CreditInfo Jamaica is 20 per cent owned by CreditInfo Group. After launching in Jamaica, the Icelandic company won the sole tender for credit bureau services in Guyana, and it is about to start operating in Barbados. Thereafter, the ­company is looking to enter Eastern Caribbean markets.

“Currently, data from Guyana and Barbados are already stored here.
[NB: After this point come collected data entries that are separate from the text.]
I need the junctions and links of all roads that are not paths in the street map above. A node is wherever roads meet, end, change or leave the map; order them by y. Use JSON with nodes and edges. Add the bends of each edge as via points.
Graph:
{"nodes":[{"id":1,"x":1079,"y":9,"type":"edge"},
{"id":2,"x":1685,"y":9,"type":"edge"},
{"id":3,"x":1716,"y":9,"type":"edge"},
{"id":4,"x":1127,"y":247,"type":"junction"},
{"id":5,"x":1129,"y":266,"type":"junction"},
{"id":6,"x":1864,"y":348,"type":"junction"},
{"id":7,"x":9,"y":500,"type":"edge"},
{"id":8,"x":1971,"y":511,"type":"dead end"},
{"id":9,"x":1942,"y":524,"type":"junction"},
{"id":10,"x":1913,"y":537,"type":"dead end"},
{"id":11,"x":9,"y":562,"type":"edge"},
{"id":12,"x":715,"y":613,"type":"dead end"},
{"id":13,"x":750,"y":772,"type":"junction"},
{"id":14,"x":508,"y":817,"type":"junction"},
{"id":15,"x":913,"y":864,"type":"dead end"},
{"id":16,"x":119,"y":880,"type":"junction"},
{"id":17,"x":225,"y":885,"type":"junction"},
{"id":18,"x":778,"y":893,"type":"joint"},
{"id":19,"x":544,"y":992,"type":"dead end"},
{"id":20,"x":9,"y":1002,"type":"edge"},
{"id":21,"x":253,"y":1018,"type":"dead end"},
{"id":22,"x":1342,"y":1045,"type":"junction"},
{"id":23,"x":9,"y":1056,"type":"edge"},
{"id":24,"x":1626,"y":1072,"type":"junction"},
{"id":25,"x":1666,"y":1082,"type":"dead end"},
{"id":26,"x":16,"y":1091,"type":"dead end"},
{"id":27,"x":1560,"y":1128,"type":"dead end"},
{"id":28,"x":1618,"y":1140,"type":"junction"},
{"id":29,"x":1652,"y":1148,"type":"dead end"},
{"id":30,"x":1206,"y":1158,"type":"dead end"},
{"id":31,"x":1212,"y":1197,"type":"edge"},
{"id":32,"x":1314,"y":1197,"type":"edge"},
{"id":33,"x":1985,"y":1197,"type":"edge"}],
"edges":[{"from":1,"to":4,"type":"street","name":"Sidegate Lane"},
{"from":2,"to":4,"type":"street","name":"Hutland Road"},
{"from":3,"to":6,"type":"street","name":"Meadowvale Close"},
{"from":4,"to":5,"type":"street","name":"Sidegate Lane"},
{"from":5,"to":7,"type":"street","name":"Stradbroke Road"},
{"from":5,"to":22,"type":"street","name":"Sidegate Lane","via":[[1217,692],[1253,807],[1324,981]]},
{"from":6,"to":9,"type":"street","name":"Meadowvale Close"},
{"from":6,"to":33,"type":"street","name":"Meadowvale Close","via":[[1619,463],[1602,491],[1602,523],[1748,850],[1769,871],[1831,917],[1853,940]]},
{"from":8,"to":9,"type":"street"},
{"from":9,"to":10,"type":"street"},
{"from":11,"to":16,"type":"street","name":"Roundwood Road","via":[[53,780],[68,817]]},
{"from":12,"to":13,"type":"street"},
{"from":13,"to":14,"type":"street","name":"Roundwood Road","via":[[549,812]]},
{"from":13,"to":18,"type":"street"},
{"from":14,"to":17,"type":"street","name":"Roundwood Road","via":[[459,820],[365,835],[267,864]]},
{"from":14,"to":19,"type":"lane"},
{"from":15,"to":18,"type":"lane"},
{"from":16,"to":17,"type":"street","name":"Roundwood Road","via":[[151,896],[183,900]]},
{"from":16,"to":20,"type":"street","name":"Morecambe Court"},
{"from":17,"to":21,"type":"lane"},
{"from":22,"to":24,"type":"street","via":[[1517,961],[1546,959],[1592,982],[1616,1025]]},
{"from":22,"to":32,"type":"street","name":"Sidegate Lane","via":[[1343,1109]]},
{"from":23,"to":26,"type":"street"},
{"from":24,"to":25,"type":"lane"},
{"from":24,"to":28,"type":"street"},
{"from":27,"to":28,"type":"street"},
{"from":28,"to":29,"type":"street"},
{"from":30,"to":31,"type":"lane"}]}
Also, our expertise and regional know-how is leveraged to ensure quick start-up, reduce the ­learning curve and improve the legislative environment through the ­knowledge gained from Jamaica’s challenges,” said Stephen.

CreditInfo is targeting “possibly eight more Caribbean territories to host”, he added, “and therefore have built an infrastructure to support the entire Caribbean with high availability, security and redundancy”.

He added that whereas Jamaica has three credit bureau operations, the regional countries that ­followed chose a closed tender process and selected a single bureau to serve their markets “as it was discovered that the size of the markets would not allow for a healthy credit bureau industry if there were too many players”, he said.

“What you would find is that the market would take longer to get to optimum efficiency because financial institutions would take too much time trying to select between bureaus, and you will ­create an environment of ­information asymmetry because no single entity would have all the data,” he said.

He added that for Guyana, “the authority to allow for data to be stored across borders was a direct inclusion and lesson learned from the Jamaican operations”.

In Jamaica, the central bank has oversight of the credit bureau ­market. In its recently tabled annual report, the Bank of Jamaica said the three licensed credit bureaus experienced growth as the credit reporting market expanded, citing an increase in the number of credit information providers that were exchanging their customers’ credit information with the credit bureaus as well as an increase in the number of credit reports issued.

The market now has 51 information providers, while the number of credit reports issued by credit bureau, grew by five per cent last year, from 442,712 to 466,531.

Asked about the industry’s viability as an operator, Stephen said CreditInfo Jamaica, which entered the market in 2011 as the first licensed credit bureau and became fully operational in 2013, has “grown every year since” and expects that trajectory to continue.

“In Jamaica, it is a viable industry, and we have managed to get success here and in the wider Caribbean,” he said.